Member of the Wisconsin State Assembly from the 90th district
- In office January 7, 2013 – January 7, 2019
- Preceded by: Karl Van Roy
- Succeeded by: Staush Gruszynski

Personal details
- Born: October 8, 1979 (age 46) Green Bay, Wisconsin, U.S.
- Party: Democratic
- Spouse: Emily A. Kelley
- Children: 2
- Education: University of Wisconsin–Madison (BA) University of Wisconsin–Milwaukee (MLIS)
- Website: Official website

= Eric Genrich =

Mayor of Green Bay since 2019

Eric Genrich (/ˈɡɛnrɪk/ GHEN-rik; born October 8, 1979) is an American politician who has served as the mayor of Green Bay, Wisconsin, since 2019. Genrich previously represented Green Bay in the Wisconsin State Assembly from 2013 until 2019.

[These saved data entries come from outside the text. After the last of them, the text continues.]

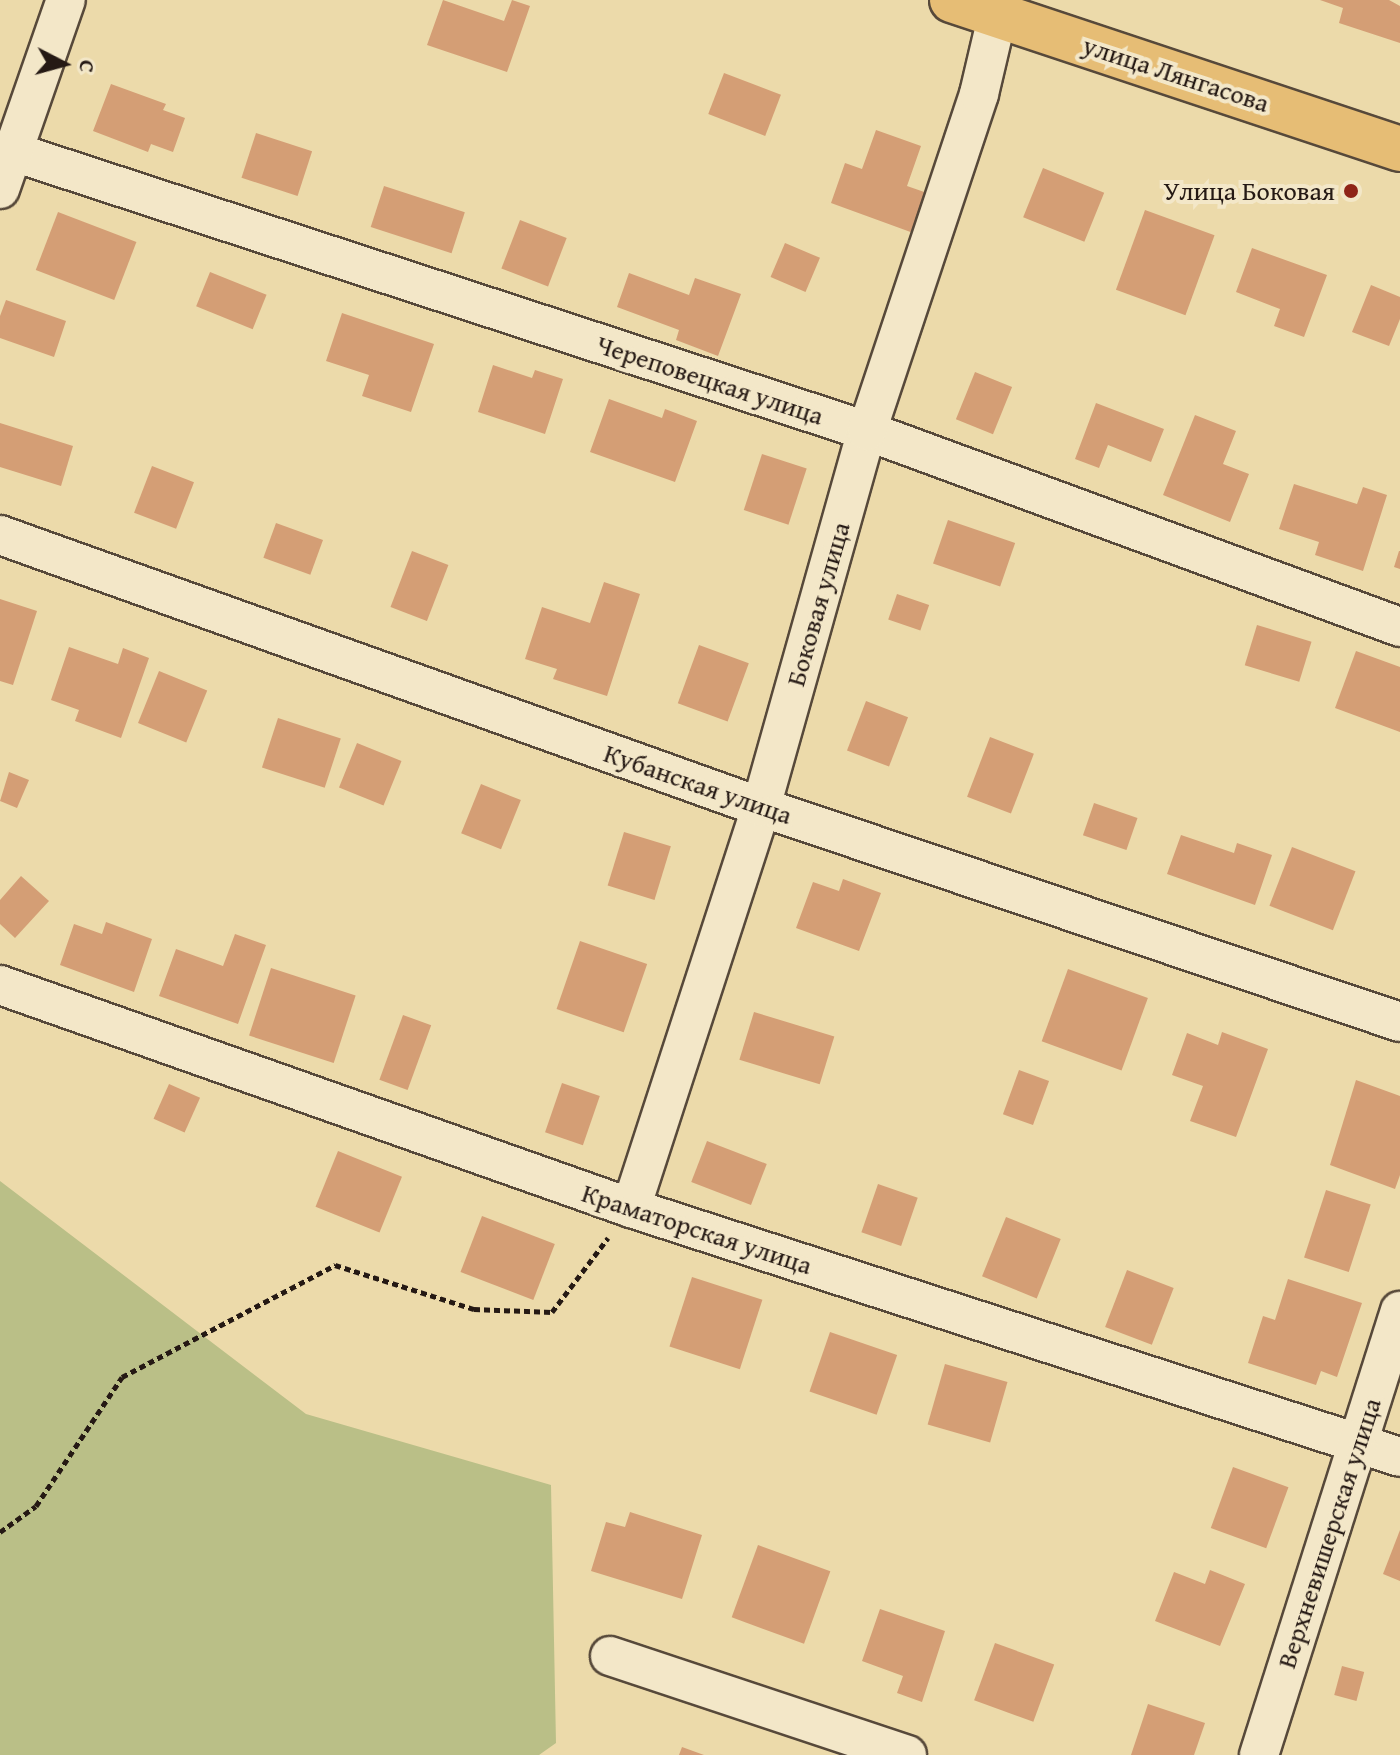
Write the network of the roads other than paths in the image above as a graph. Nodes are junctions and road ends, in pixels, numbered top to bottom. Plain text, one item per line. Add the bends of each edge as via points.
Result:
1 (66, 0) edge
2 (952, 0) edge
3 (999, 7) edge
4 (1400, 149) edge
5 (14, 152) junction
6 (0, 189) edge
7 (867, 431) junction
8 (0, 535) edge
9 (1400, 627) edge
10 (761, 807) junction
11 (0, 985) edge
12 (1400, 1022) edge
13 (631, 1208) junction
14 (1400, 1311) edge
15 (1357, 1442) junction
16 (1400, 1457) edge
17 (610, 1656) dead end
18 (907, 1755) edge
19 (1259, 1755) edge

1 - 5 street
2 - 3 main road, улица Лянгасова
3 - 4 main road, улица Лянгасова
3 - 7 street, Боковая улица via 979,94
5 - 6 street
5 - 7 street, Череповецкая улица
7 - 9 street, Череповецкая улица
7 - 10 street, Боковая улица
8 - 10 street, Кубанская улица
10 - 12 street, Кубанская улица
10 - 13 street, Боковая улица
11 - 13 street, Краматорская улица
13 - 15 street, Краматорская улица
14 - 15 street, Верхневишерская улица
15 - 16 street, Краматорская улица
15 - 19 street, Верхневишерская улица
17 - 18 street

==Early life and education==

Born in Green Bay, Wisconsin, Genrich graduated from Notre Dame Academy in 1998. He went on to attend the University of Wisconsin–Madison, where he majored in history and sociology, earning his bachelor's degree in 2002. He earned a Master of Library and Information Science from the University of Wisconsin–Milwaukee in 2010.

== Career ==
After graduating from the University of Wisconsin, Genrich was employed for six years as a legislative aide to State Senator Dave Hansen. He was subsequently employed as a district representative for Congressman Steve Kagen. After Kagen left office in 2011, Genrich was employed as an IT librarian at the Brown County Library, where he worked until his election to the Assembly in 2012.

=== Wisconsin Legislature ===
The 2011 Wisconsin gerrymander (2011 Wisc. Act 43) significantly altered the political makeup of the Wisconsin's 90th Assembly district, removing suburban Howard and Suamico, and packing in more of Green Bay's population. In March 2012, 90th district incumbent State Representative Karl Van Roy announced he would not seek re-election in the new district, Genrich announced his candidacy for the seat a month later.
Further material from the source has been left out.